Transphobia comes from a deeper source, however: a perverse ideology coming at us constantly from the top of society that seeks to convince us that some people are worth less than other people, which allows the people in power to keep us divided.
For example, look at how trans people are usually portrayed in the corporate media: sick, freakish or a pathetic joke--that is, dehumanized and demeaned. The message we hear every day is that trans people are worth less, just as we are steeped in the message that people of color are worth less, that immigrants are worth less, that the poor are worth less. This divide-and-conquer strategy keeps us fighting among ourselves for the ever-scarcer resources at our disposal, while the people at the top laugh all the way to the bank.
All this helps obscure the fact that many trans people are themselves parts of other marginalized groups--many are people of color, many are immigrants, many are poor. The NTDS study showed again and again that as bad as discrimination is for trans people as a whole, it's even worse for people who experience also compounding oppressions like racism and poverty.
Add to this the fact that the severity of the economic crisis has opened the way to more scapegoating of the vulnerable--pressed aggressively from the top to deflect attention from the real causes of social problems.
This last point bears particularly on the Baltimore case--Polis is white, and the two young women who attacked her are Black. Whether or not race was a factor in the attack, it's certainly been a major one in the news coverage of the attack and discussion online. A comment on one local Maryland news site called the attackers "apes," and others have written worse things.
It's important that the discussion of transphobia in the U.S. not get diverted into a twisted narrative about "Black bigotry"--something that happened in the days after the victory of the anti-gay marriage Prop 8 in California--real questions about LGBT equality in a secular society got lost in an ocean of scapegoating of Black voters following the publication of misleading exit poll statistics.

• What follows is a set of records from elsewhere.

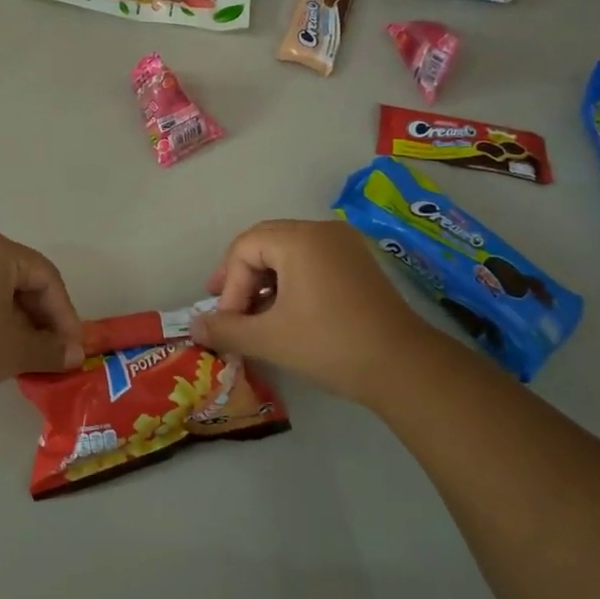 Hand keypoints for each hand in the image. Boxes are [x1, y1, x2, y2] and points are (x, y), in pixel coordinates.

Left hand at [0, 227, 84, 402]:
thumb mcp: (15, 350)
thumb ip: (52, 349)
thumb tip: (74, 354)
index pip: (46, 277)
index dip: (64, 314)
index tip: (72, 348)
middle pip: (20, 276)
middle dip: (40, 315)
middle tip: (51, 349)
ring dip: (15, 314)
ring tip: (24, 349)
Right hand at [189, 219, 435, 401]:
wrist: (404, 367)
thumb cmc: (330, 345)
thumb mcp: (269, 339)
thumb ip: (226, 328)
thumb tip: (194, 325)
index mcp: (299, 239)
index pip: (244, 248)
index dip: (230, 284)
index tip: (230, 321)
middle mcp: (322, 231)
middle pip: (265, 243)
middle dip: (242, 278)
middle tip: (231, 309)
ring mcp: (345, 246)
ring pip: (288, 253)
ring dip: (266, 282)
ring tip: (257, 316)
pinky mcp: (359, 264)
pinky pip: (312, 261)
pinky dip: (292, 282)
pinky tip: (288, 313) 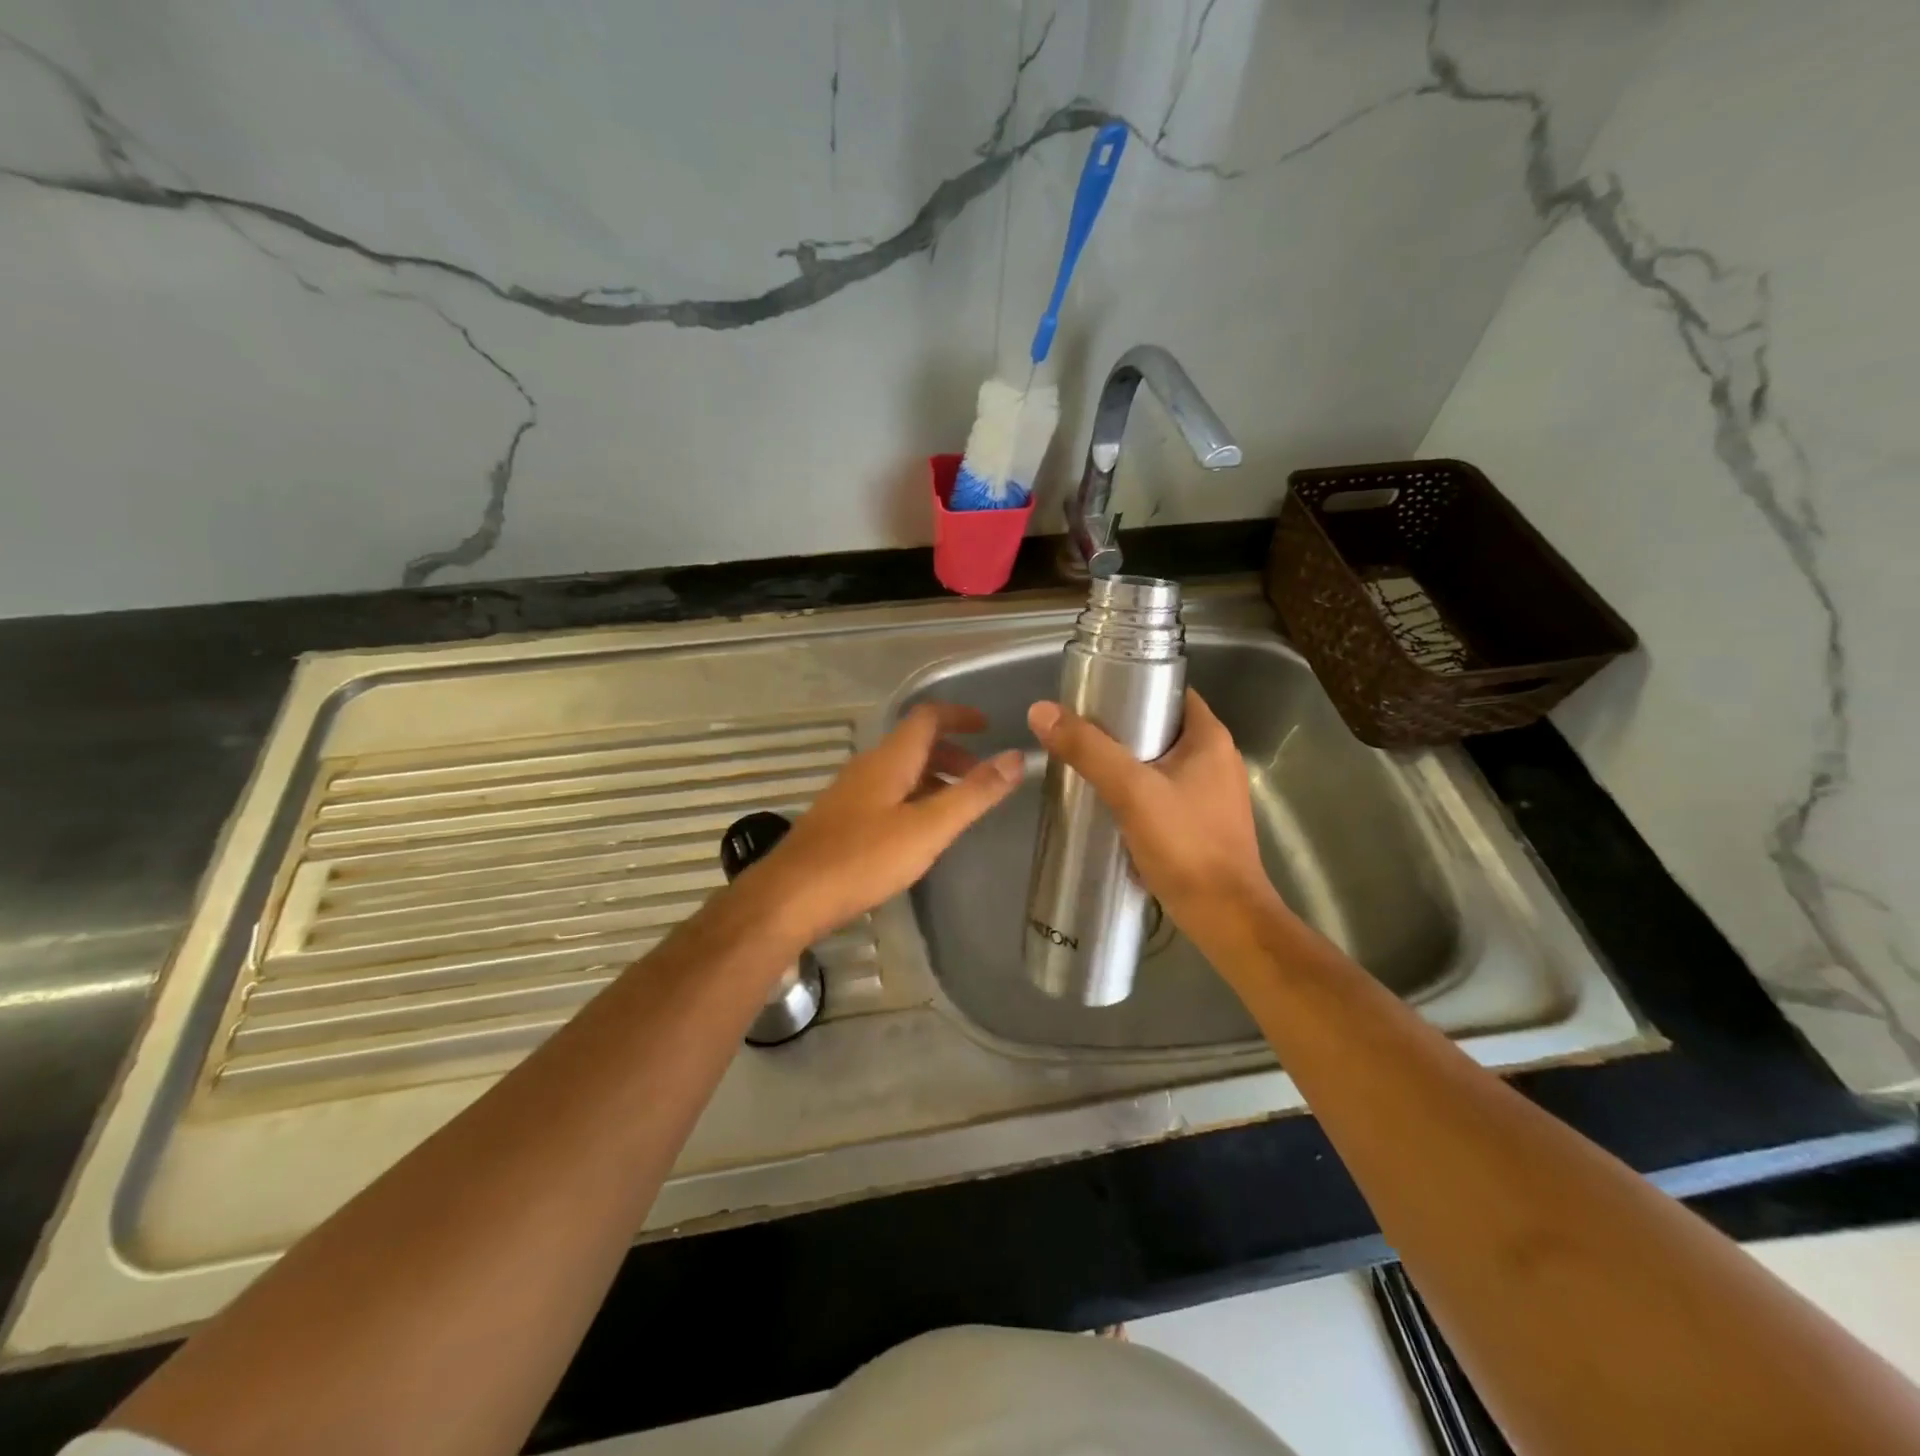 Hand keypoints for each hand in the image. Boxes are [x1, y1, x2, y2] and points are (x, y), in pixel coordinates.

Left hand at [749, 703, 1022, 944]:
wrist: (791, 896)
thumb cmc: (864, 859)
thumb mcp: (929, 828)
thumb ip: (974, 794)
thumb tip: (1017, 757)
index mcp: (890, 759)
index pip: (927, 717)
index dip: (959, 715)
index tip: (988, 726)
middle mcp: (867, 766)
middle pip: (913, 743)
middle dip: (951, 752)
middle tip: (980, 775)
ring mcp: (849, 792)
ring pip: (899, 770)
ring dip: (932, 777)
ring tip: (956, 805)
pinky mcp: (840, 818)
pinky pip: (885, 793)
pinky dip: (912, 797)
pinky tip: (918, 831)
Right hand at [1026, 689, 1281, 934]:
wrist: (1224, 917)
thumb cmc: (1185, 844)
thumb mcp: (1131, 791)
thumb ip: (1088, 750)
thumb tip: (1041, 711)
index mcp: (1211, 739)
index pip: (1171, 692)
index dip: (1134, 686)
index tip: (1094, 696)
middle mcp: (1218, 760)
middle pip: (1162, 728)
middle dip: (1122, 729)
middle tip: (1079, 734)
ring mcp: (1214, 795)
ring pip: (1161, 764)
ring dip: (1127, 764)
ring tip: (1085, 767)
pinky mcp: (1204, 824)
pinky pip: (1165, 794)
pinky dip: (1138, 793)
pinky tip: (1108, 805) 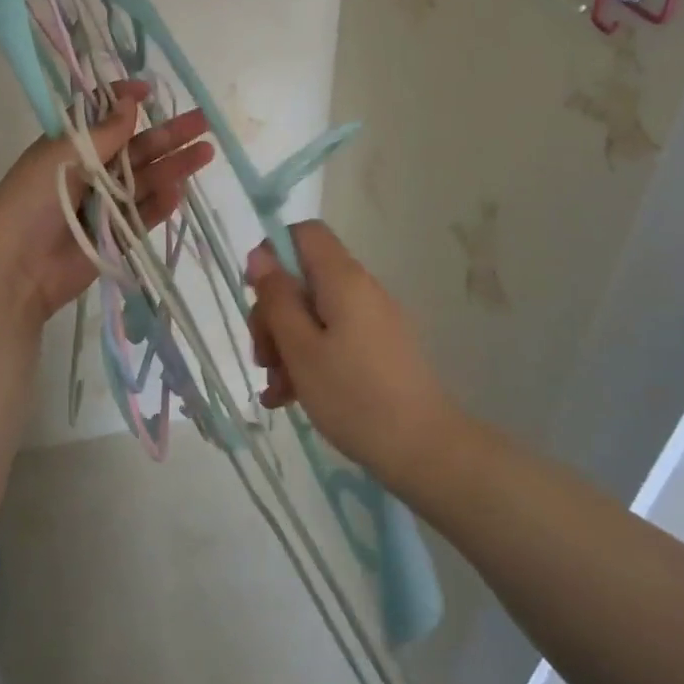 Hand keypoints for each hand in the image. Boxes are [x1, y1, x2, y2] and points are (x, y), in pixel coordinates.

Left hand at [0, 81, 213, 330]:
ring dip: (174, 165)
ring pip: (147, 179)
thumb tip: (130, 100)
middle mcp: (90, 171)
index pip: (102, 117)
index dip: (126, 102)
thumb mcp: (62, 156)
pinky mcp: (117, 235)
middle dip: (168, 134)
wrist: (16, 269)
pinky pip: (144, 215)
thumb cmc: (32, 201)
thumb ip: (104, 132)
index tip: (149, 91)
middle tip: (203, 121)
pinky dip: (161, 204)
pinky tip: (180, 191)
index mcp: (69, 146)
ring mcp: (105, 204)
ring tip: (206, 152)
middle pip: (136, 148)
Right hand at [246, 220, 456, 487]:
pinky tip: (290, 398)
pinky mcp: (378, 348)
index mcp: (343, 278)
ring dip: (287, 344)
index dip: (274, 254)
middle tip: (263, 357)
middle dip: (274, 313)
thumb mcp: (301, 348)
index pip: (305, 233)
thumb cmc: (354, 395)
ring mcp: (372, 320)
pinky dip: (310, 359)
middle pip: (304, 278)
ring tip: (275, 390)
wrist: (425, 450)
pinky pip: (334, 338)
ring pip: (314, 314)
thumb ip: (277, 298)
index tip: (257, 295)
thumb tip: (260, 254)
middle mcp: (360, 289) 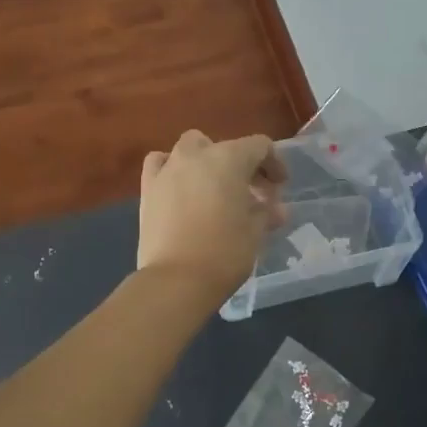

Activists have a choice: Do we allow ourselves to be pitted against each other or do we proactively work to break down the barriers between us?
We have an opportunity--and an obligation--to make all our activism trans-inclusive, and in so doing, make all our activism stronger. For example, students fighting against budget cuts in education should reach out and include trans people in their coalitions--trans folks drop out of school at twice the rate of the general population due to harassment, yet return to school later in life at three times the rate of others. They have a clear material interest in making common cause with other students, as well as a unique perspective that makes coalitions richer and stronger.
Further, when we put trans-inclusive politics at the center of movements, we also create opportunities to break down transphobic ideas in the course of fighting for a common goal. Union history is full of stories about men rethinking sexist ideas when the women in their communities fought shoulder-to-shoulder alongside them in a strike.
We can build movements that break down the ruling class's divide-and-conquer strategy--and that teach us through our own experiences that when we fight together, we will win together.